What to work on — The entries below contain a line with "index tip: (525, 399)" and a line with "pinky tip: (444, 507)". Quote exactly those two lines and all lines between them.

Raw data —

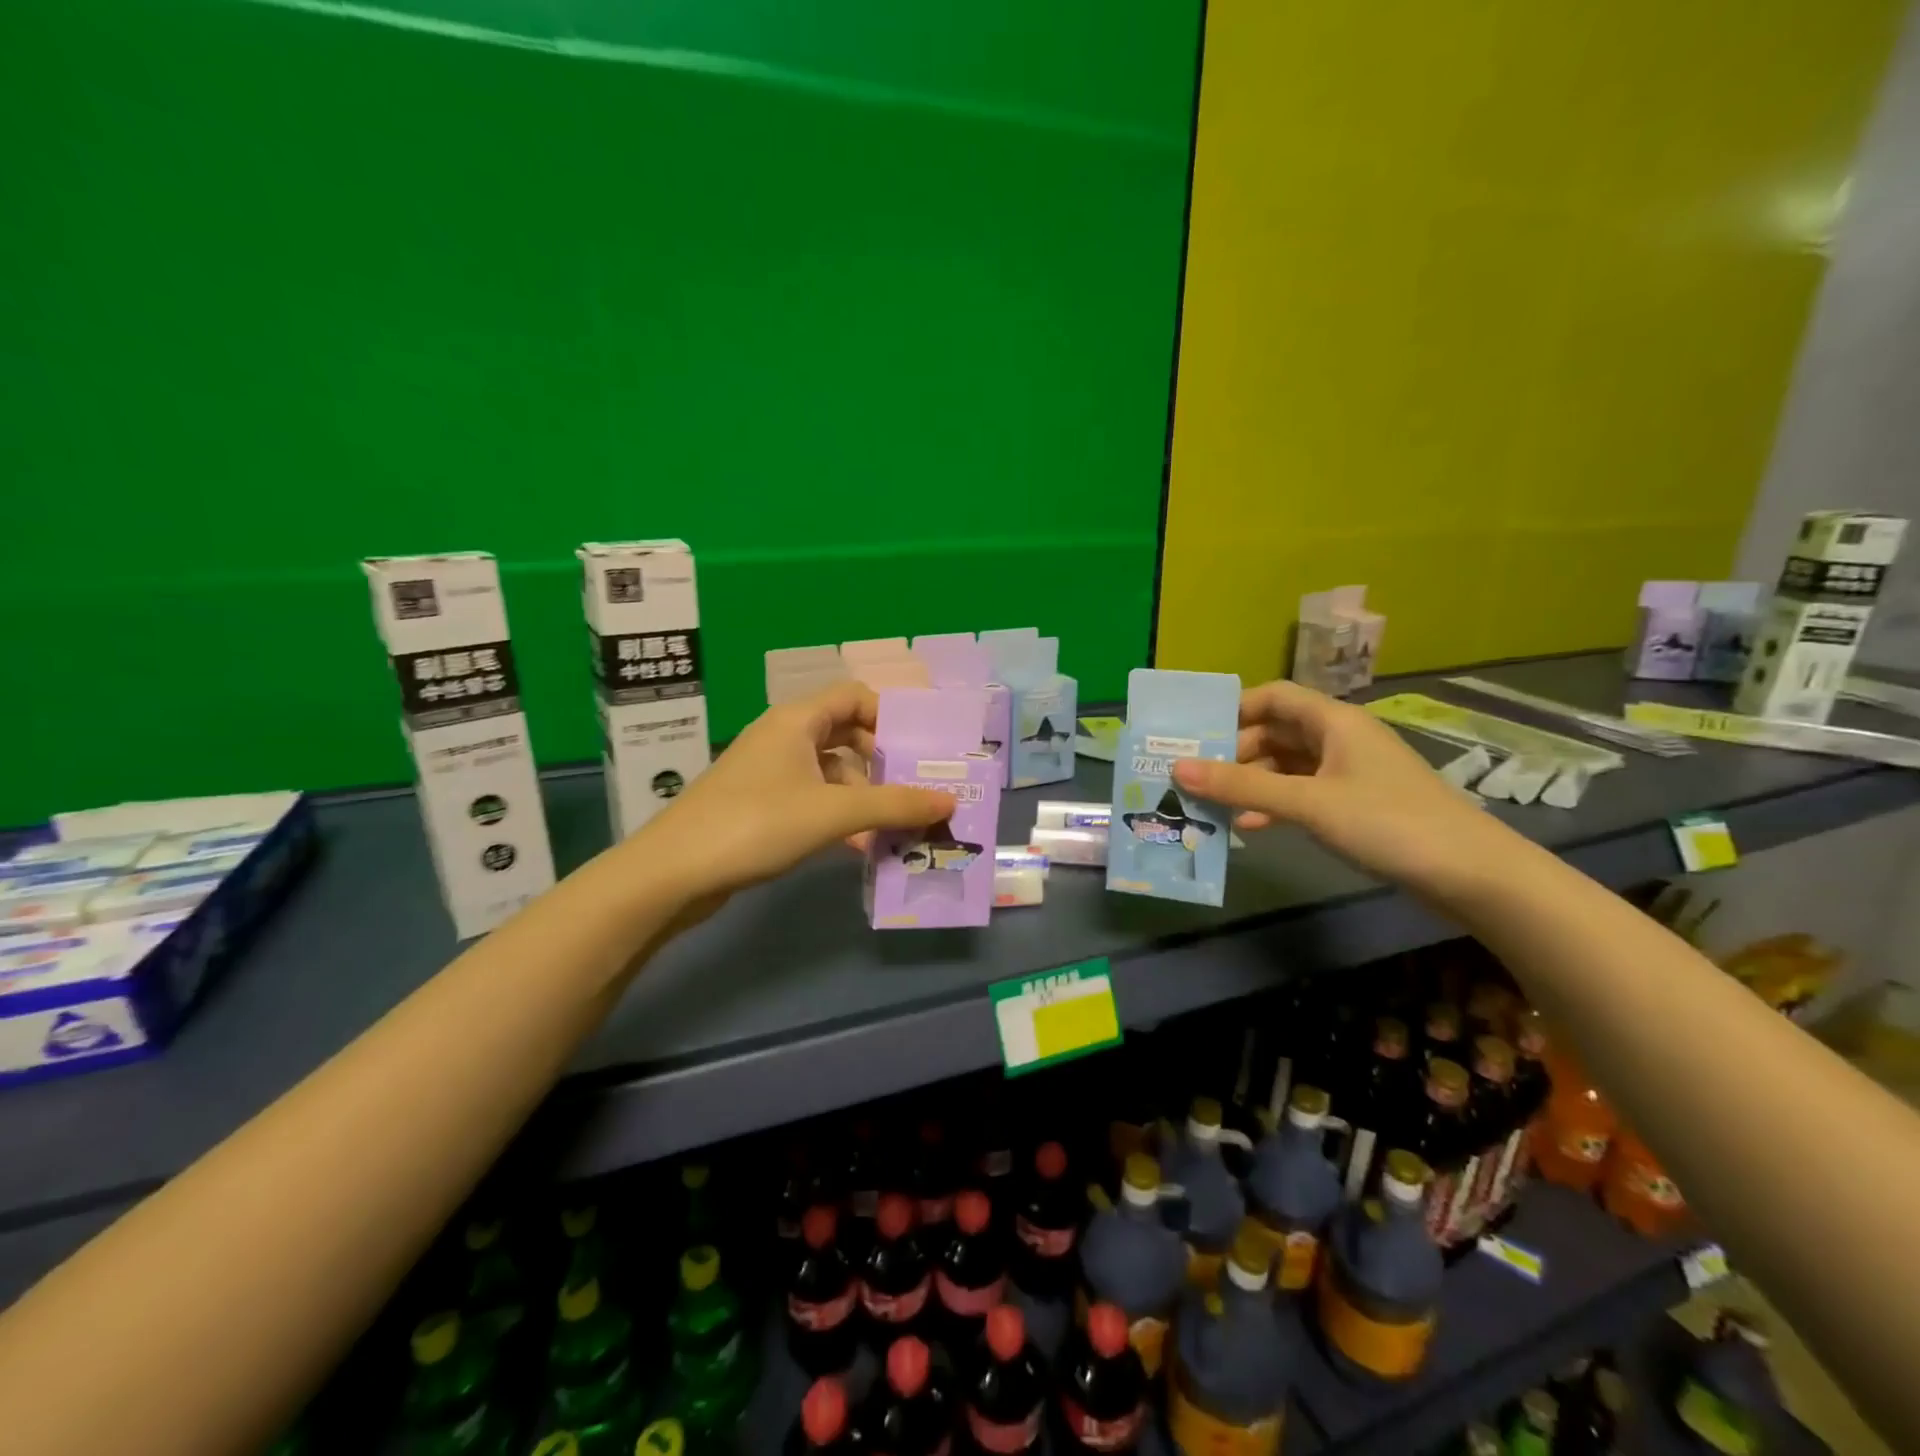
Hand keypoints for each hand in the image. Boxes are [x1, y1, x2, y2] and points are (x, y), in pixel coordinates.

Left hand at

* * *

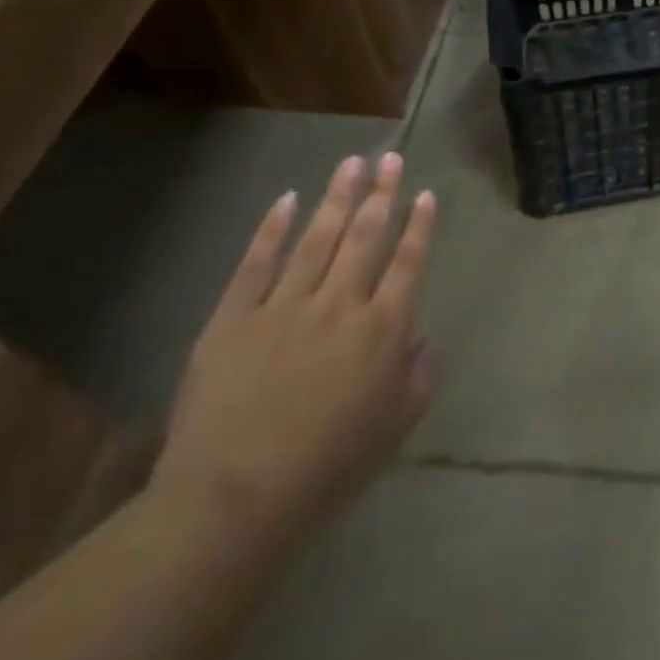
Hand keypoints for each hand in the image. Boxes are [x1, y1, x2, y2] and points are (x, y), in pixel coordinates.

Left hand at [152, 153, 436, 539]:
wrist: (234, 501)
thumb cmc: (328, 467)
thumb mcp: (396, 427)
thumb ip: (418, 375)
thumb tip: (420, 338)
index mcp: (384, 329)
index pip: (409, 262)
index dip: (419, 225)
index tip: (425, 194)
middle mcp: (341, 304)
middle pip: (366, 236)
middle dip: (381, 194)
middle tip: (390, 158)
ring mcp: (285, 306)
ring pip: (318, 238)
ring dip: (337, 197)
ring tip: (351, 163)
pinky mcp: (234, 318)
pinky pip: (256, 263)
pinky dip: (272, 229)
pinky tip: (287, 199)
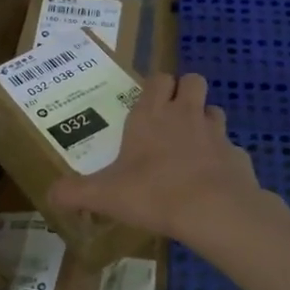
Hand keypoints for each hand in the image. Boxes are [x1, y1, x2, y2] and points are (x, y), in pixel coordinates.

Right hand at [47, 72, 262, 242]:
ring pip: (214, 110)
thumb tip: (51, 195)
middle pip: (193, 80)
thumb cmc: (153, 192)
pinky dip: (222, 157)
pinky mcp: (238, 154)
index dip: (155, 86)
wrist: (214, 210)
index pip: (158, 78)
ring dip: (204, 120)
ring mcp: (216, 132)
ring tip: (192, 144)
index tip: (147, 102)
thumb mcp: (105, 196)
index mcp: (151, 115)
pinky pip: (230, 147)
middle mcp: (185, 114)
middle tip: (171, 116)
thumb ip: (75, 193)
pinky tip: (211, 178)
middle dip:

...

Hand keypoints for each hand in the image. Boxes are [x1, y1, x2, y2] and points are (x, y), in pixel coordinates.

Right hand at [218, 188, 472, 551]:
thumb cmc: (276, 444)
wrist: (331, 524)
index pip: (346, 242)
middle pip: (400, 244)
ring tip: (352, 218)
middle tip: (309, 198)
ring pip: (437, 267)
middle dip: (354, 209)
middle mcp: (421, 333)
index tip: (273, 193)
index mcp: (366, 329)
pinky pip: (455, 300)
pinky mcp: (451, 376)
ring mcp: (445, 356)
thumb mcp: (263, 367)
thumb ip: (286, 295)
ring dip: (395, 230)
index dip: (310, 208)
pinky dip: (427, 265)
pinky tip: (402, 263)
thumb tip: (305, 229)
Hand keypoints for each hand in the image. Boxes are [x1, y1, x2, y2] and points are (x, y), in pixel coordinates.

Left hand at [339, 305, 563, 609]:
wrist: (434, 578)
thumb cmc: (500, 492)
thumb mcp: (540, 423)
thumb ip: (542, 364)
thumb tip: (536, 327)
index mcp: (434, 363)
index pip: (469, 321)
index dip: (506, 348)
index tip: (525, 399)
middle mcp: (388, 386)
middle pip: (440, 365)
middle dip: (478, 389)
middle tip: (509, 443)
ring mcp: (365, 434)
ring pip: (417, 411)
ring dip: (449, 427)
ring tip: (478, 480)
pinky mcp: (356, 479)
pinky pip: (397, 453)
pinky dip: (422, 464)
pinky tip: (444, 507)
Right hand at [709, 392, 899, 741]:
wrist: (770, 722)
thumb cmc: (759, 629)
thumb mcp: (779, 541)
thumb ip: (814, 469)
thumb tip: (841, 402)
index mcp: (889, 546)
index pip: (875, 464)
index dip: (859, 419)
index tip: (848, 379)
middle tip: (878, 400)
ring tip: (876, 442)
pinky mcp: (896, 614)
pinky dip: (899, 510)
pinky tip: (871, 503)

Solution for this exercise —
index tip: (525, 399)
middle mcp: (388, 386)
middle pip: (440, 365)
middle dip: (478, 389)
middle tip: (509, 443)
ring mcp: (365, 434)
ring pip: (417, 411)
ring dip: (449, 427)
ring tip: (478, 480)
pinky mcp: (356, 479)
pinky pip: (397, 453)
pinky dip: (422, 464)
pinky tip: (444, 507)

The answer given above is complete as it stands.